Yet Another Republican Commits Voter Fraud
An upstate New York elections official becomes the latest in a long line of conservatives to perpetrate the very crime they claim is being done against them.
Jason T. Schofield, the elections commissioner for Rensselaer County in upstate New York, is set to plead guilty to federal criminal charges in the New Year after being accused of leading a plot to cast votes in at least eight other people’s names without their permission.
According to the Times Union, the notice of Schofield’s change-of-plea hearing was filed on December 13—just hours before the Republican-led Rensselaer County Legislature voted 16–2 to reappoint Schofield to a second term as election commissioner. This, after Schofield had already been facing federal criminal charges since September.
In September, the FBI arrested Schofield on accusations that the county elections commissioner was fraudulently applying for absentee ballots in the names of people who didn’t request ballots or Schofield’s assistance, or didn’t know that Schofield was using their personal information. The indictment alleged that Schofield brought ballots to voters, took possession of some ballots himself, and had voters sign ballot envelopes but not actually vote—enabling him to cast votes in the voters’ names.

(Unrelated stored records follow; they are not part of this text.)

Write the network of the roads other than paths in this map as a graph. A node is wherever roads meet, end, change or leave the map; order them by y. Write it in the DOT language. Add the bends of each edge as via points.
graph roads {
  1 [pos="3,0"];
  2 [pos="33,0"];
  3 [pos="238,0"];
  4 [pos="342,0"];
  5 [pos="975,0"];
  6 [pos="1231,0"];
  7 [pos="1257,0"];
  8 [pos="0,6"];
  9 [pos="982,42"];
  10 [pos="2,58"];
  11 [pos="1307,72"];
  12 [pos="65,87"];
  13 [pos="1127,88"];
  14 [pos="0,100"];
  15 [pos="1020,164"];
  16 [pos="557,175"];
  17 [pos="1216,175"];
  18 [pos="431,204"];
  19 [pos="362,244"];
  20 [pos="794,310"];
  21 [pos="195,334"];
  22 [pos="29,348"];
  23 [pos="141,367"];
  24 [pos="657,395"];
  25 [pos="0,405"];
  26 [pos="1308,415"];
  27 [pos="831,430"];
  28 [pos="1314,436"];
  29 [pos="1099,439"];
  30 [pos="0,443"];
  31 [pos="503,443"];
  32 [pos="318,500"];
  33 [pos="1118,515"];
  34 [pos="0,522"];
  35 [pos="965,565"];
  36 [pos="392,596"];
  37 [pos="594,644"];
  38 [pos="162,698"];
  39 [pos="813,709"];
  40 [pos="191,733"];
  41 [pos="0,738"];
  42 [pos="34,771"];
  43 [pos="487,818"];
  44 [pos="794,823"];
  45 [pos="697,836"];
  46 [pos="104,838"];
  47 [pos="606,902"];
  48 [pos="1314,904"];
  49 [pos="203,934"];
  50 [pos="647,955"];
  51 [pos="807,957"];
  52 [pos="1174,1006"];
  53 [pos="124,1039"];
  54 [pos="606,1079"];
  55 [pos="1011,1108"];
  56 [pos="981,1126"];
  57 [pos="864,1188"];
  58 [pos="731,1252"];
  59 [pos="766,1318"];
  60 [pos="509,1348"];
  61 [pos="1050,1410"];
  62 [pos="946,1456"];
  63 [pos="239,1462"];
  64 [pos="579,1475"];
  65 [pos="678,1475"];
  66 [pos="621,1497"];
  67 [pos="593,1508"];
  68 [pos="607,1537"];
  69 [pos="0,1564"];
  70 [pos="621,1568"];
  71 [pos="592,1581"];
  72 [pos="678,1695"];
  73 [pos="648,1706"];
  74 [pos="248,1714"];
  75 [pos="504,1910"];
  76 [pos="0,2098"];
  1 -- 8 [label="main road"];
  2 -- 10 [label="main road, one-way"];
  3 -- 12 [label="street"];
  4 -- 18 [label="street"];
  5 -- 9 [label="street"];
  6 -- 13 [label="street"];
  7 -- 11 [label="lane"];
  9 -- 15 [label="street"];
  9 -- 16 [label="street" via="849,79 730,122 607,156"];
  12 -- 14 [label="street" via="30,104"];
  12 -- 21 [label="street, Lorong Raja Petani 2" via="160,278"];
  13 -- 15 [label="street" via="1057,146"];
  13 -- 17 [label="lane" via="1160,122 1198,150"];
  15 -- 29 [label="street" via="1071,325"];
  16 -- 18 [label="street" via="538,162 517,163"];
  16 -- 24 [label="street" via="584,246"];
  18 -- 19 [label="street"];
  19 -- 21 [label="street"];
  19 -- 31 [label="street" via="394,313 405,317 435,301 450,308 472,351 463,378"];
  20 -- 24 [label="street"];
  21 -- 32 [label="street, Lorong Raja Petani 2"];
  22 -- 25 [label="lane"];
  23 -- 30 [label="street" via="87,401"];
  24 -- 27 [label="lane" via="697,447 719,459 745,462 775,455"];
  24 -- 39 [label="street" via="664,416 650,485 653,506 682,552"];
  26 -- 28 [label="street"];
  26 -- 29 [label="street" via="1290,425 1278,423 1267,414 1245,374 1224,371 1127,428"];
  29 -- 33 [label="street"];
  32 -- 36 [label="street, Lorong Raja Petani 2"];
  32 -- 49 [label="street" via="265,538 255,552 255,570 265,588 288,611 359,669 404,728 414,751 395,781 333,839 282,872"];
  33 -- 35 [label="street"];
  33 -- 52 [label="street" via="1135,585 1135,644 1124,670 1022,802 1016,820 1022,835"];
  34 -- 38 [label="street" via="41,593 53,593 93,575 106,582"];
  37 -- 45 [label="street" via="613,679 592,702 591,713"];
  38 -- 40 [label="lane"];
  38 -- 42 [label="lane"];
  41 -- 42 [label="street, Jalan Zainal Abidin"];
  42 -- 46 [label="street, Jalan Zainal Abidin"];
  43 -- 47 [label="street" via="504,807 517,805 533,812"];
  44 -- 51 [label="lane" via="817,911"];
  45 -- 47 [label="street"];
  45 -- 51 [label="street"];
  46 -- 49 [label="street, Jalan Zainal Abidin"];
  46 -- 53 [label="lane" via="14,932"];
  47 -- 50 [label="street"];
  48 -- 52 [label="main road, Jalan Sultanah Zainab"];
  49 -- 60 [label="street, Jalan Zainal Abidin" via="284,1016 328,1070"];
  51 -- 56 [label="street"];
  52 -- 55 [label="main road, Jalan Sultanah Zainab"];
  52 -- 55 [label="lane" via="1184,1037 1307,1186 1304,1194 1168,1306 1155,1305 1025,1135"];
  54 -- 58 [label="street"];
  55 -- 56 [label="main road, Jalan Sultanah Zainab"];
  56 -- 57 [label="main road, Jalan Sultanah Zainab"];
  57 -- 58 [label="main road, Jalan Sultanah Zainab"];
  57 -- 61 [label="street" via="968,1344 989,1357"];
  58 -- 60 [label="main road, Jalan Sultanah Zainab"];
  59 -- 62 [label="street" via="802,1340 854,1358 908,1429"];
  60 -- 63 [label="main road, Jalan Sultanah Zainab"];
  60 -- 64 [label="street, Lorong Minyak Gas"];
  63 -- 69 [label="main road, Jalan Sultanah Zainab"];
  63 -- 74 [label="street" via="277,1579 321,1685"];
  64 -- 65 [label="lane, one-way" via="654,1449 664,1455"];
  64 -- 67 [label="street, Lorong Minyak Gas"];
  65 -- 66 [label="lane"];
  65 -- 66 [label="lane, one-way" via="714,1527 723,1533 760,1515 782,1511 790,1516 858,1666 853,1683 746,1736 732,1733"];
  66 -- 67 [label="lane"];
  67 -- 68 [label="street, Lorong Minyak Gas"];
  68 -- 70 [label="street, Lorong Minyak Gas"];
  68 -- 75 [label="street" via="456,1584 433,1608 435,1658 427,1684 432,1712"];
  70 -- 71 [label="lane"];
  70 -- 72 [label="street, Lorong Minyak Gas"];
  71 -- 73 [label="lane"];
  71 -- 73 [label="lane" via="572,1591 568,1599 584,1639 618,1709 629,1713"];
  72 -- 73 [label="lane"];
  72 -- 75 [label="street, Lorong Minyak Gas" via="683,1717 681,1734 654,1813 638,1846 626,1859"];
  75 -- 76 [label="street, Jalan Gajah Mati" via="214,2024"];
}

Schofield’s plea agreement includes his pledge to cooperate in the federal investigation that is examining the use of county resources and employees to gather absentee ballots.
The election fraudster was appointed to the county elections commission back in April 2018, after resigning from the Troy City School District Board of Education, where the Times Union reports he spent 15 years as a board member and seven years as president.
Other officials are also being targeted by the investigation, including two Rensselaer County employees—one described by insiders as a GOP operative, another an assistant for county Executive Steve McLaughlin, who was indicted last year on campaign finance felony charges. The investigation has also led to the guilty plea of former Republican Troy City Councilwoman Kimberly Ashe-McPheron, for fraudulently submitting absentee ballots in last year’s primary and general elections.
The remarkably ever-widening scale of the upstate investigation follows a wider trend of Republican officials and voters being guilty of the phantasmal voter fraud they so often fearmonger about.